TASK TO CARRY OUT:
The required result is each line of the entries below containing the string "King".

-- DATA PROVIDED follows --

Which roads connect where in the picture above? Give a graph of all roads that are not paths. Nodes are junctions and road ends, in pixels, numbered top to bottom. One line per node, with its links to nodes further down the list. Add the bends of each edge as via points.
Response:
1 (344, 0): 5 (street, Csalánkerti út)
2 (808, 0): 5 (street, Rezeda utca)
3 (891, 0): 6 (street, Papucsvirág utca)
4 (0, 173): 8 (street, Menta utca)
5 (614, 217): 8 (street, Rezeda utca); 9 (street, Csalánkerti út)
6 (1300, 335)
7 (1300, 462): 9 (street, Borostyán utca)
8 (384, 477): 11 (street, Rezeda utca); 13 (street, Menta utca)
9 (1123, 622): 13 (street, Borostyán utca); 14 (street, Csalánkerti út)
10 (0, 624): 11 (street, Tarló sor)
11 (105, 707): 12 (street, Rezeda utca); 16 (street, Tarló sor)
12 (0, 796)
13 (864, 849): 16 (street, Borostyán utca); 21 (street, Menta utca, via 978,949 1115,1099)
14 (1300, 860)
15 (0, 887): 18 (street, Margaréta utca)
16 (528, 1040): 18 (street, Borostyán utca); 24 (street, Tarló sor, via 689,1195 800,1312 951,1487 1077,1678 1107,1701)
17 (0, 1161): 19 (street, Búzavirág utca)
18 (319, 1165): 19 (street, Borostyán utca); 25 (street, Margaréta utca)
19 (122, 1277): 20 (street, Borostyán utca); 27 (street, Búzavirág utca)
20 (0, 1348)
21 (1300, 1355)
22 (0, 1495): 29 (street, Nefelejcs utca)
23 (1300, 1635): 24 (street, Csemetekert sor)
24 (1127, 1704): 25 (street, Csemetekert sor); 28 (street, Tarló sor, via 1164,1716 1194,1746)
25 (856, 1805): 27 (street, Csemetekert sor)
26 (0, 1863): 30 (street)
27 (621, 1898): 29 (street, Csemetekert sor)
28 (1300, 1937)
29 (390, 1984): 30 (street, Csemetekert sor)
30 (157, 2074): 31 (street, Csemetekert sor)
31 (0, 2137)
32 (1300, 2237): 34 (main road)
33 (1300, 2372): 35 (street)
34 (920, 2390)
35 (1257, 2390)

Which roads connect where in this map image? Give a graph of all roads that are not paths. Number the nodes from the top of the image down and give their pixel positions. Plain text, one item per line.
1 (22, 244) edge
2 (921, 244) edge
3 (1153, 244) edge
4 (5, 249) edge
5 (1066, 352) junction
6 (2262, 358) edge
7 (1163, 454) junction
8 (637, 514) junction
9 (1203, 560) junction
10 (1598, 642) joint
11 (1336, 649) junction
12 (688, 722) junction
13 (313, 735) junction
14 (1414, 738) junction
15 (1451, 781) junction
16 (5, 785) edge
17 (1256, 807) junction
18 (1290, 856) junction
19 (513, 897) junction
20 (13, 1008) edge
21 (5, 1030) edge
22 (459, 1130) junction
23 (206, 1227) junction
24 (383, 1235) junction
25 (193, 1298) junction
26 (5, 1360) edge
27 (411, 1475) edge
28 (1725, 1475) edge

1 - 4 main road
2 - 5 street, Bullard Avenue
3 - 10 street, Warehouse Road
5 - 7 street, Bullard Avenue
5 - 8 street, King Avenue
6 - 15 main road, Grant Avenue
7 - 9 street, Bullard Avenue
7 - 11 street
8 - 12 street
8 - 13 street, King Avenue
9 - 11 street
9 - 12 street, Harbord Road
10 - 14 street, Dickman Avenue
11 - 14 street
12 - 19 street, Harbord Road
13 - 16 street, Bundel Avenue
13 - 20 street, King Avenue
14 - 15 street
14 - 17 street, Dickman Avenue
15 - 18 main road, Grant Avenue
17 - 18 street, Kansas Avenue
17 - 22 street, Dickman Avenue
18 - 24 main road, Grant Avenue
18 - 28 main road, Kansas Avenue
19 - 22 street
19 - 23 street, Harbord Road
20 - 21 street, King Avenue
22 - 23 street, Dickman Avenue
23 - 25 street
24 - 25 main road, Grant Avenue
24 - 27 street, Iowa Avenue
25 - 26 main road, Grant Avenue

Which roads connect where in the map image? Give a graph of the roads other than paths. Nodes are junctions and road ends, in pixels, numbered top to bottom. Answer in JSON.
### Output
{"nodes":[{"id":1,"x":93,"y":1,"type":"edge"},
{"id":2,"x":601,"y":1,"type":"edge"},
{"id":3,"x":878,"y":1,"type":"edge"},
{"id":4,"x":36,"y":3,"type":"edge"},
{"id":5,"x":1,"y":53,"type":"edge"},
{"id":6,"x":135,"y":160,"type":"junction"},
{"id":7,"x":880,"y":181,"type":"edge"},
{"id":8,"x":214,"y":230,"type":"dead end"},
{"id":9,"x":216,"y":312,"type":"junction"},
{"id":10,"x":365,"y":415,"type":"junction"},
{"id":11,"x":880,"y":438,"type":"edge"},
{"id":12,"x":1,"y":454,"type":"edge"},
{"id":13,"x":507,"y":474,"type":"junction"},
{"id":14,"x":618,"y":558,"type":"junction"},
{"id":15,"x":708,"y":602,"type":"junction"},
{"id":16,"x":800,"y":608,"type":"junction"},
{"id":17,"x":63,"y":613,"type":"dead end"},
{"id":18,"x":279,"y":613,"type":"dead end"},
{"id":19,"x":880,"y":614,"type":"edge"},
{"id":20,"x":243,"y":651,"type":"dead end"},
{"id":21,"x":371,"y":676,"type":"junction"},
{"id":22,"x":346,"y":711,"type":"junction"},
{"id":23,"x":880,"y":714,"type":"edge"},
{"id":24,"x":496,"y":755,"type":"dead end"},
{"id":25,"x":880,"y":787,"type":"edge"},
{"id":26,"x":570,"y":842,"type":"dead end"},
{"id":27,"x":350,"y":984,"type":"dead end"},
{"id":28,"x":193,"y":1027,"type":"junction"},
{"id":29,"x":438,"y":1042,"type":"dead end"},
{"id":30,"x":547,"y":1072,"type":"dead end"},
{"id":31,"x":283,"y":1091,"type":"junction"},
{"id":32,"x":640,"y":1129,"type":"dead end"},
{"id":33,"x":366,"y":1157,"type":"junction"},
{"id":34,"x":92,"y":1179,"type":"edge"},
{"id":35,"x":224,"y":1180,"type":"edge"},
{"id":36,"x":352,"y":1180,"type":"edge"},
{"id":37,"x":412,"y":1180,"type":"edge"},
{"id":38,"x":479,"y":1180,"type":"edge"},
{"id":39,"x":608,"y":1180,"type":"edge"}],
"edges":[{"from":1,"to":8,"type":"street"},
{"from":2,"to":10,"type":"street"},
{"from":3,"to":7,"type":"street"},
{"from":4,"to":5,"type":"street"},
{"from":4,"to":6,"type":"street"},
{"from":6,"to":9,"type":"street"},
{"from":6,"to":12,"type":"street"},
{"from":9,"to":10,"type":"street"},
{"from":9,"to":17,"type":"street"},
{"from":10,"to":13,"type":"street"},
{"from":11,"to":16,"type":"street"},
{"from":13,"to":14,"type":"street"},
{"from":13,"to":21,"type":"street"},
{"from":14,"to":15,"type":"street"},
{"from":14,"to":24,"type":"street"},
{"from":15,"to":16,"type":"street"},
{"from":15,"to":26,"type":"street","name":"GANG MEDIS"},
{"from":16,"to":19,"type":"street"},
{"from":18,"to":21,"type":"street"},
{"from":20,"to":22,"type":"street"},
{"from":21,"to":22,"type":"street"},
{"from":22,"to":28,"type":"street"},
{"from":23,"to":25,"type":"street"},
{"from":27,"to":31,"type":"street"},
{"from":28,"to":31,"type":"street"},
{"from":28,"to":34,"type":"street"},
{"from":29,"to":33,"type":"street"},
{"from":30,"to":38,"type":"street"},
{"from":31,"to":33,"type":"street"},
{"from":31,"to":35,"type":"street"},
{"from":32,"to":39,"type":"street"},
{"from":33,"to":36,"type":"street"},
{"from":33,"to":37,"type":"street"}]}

-- DATA PROVIDED concluded --

SOLUTION:
5 - 8 street, King Avenue
8 - 13 street, King Avenue
13 - 20 street, King Avenue
20 - 21 street, King Avenue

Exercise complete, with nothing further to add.